ANCAP: « Être ou ne pas être » La prospection de carburants fossiles en territoire uruguayen s'achemine vers leur exploration et leur possible exploitation. Dans ce processus les différentes parties, ANCAP (Administration Nationale des Combustibles Alcools et Ciments) et la société américaine Schuepbach, ne semblent pas cultiver les mêmes attentes. Pour ajouter encore à la complexité, les États-Unis gravitent autour du sujet avec une toute-puissance devenue coutumière.

Le président d'ANCAP Raúl F. Sendic a qualifié d'"historique" le contrat signé le 13 Février entre l'organisme d'état uruguayen et la société américaine Schuepbach Energy pour l'exploration et l'exploitation d'hydrocarbures sur le territoire national. L'une des zones d'exploration s'étend sur un million d'hectares dans les départements de Tacuarembo, Salto, Paysandu et Durazno, et l'autre sur près de 300 mille hectares, dans le département centre-est de Salto.
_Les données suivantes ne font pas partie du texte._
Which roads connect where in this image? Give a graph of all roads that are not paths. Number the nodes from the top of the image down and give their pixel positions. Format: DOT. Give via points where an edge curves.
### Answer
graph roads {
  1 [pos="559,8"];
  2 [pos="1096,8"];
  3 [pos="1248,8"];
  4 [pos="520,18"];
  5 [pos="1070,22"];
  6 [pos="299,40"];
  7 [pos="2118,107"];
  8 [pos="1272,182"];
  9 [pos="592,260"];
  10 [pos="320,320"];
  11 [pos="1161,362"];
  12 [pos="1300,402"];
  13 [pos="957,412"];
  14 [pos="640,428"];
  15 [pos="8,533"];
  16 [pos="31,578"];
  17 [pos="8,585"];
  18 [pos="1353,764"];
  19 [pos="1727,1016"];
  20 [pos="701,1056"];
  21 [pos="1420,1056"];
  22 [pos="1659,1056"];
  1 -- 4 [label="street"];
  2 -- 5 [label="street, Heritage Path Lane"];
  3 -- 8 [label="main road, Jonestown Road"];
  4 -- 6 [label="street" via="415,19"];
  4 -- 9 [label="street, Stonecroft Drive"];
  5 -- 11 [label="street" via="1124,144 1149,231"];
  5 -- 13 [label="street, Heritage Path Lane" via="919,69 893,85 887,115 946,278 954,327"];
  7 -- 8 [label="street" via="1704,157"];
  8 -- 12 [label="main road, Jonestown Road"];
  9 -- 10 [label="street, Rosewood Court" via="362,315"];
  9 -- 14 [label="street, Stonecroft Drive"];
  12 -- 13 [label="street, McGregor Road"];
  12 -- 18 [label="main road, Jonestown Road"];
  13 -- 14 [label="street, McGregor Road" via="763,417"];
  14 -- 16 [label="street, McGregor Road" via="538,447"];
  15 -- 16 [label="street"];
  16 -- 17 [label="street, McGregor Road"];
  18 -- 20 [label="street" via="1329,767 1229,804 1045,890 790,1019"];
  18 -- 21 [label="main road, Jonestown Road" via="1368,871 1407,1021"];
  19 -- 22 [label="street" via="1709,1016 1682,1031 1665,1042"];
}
Il s'agit d'un accord pour 30 ans, dont les huit premiers seraient consacrés à la phase d'exploration. En cas de découverte importante, ANCAP définirait la conformation d'une société mixte au sein de laquelle sa participation au capital serait d'un maximum de 50% , et dont l'objectif serait un projet d'extraction pétrolière. Schuepbach s'est engagée à réaliser une étude sismique et l'investissement en phase d'exploration serait de 6 à 8 millions de dollars.

Antécédents.

Sur le site Web d'ANCAP, est exposé ce qui suit:

«Les schistes gazifères sont des roches sédimentaires de fine granulométrie, riches en matière organique et en mesure de générer et de conserver du gaz, qui peut être exploité par des méthodes non conventionnelles. Un schiste avec un taux de carbone organique total de 2% présente un bon potentiel pour la production de gaz, s'il atteint les conditions de maturation adéquates. Cette roche agit à la fois comme source et comme réservoir de gaz, sans pièges ni jointures, ce qui lui confère généralement une répartition régionale. Étant de très faible perméabilité, l'extraction du gaz ne peut se faire que par des méthodes non conventionnelles, telles que la fracturation et le forage horizontal. Un bon exemple de ce type d'exploitation non conventionnelle est le dépôt de Marcellus, le plus grand des États-Unis, dans la région nord-est. "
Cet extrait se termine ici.